Quand sonne la tempête est le nouveau polar social et incisif des éditions Akata! Je vous donne mon avis sur le premier tome!
Quand sonne la tempête, un portrait critique de la société japonaise contemporaine!
Quand sonne la tempête, Makaze ga fuku en VO, est un manga seinen de Masaki Enjoji. À noter qu’il s’agit de la toute première série de l’auteur. Il est paru dans le Young Jump de Shueisha entre 2018 et 2019. La série compte 5 tomes en tout, donc les deux premiers sont disponibles en France. Le tome 3 arrivera le 6 janvier prochain.
L’éditeur a fait le choix de conserver la couverture originale. Un choix que je trouve pertinent tant la couverture est intrigante. Un chargeur de téléphone qui sort d’une cicatrice sur le bas ventre, ça à de quoi susciter notre curiosité, non? L’adaptation française avec la typographie est, selon moi, très réussie.
Quelque part au Japon, dans une ville de province portant les stigmates d’un violent séisme…

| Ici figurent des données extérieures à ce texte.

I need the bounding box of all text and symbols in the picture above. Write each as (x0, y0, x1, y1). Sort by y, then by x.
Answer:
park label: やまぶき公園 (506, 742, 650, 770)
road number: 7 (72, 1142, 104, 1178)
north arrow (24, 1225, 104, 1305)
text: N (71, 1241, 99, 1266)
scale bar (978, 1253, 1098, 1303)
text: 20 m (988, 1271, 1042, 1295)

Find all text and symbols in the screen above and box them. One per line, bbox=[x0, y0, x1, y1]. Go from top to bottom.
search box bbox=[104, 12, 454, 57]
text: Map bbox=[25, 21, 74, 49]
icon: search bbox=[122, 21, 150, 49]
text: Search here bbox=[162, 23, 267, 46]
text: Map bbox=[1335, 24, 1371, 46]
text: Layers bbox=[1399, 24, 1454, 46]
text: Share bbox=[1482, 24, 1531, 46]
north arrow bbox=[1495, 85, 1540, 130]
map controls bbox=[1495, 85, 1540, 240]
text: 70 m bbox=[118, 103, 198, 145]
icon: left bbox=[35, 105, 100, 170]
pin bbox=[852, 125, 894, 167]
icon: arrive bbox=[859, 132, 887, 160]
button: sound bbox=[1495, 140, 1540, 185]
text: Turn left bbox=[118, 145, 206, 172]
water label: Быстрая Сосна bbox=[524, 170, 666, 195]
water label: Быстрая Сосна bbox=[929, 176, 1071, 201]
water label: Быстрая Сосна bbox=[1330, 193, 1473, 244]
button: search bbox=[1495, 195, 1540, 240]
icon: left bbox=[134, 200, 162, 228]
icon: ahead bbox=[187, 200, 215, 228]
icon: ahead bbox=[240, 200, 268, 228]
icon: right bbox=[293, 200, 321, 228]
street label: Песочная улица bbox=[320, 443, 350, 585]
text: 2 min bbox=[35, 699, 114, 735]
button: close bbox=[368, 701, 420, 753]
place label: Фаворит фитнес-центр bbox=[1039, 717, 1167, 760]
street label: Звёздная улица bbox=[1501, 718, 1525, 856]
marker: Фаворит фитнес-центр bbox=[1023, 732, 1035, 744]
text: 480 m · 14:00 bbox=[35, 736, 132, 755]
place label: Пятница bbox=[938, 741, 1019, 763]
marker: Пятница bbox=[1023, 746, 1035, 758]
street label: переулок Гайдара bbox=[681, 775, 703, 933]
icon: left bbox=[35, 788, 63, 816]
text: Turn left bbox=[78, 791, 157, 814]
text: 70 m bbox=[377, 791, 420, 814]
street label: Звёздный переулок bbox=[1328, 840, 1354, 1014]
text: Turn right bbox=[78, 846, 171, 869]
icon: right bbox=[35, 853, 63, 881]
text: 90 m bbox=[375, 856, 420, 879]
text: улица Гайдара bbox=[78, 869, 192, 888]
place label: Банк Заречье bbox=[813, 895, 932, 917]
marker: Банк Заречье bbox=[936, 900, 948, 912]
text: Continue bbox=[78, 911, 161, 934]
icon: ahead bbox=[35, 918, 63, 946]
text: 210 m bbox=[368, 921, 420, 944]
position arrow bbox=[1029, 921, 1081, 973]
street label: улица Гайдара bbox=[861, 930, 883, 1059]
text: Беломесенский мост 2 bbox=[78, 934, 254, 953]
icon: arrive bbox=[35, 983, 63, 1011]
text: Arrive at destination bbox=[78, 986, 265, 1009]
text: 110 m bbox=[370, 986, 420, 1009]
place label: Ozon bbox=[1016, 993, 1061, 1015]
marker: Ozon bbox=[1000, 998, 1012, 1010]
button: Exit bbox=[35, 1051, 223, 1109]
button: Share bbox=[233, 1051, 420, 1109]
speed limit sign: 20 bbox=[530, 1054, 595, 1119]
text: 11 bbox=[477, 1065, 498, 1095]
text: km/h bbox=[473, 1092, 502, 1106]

Quand Sakai a accepté, une unique fois, un petit boulot de “collecteur” pour la mafia locale, il n’imaginait pas dans quoi il s’embarquait. En moins de temps qu’il n’en faut pour le dire, et tandis qu’un terrible typhon s’approche de la ville, le voilà impliqué dans une sombre histoire de meurtre, avec un téléphone portable greffé dans ses entrailles… Entre vengeances, secrets du passé, chantages et autres magouilles, ce “déchet de la société” arrivera-t-il à sauver sa peau ?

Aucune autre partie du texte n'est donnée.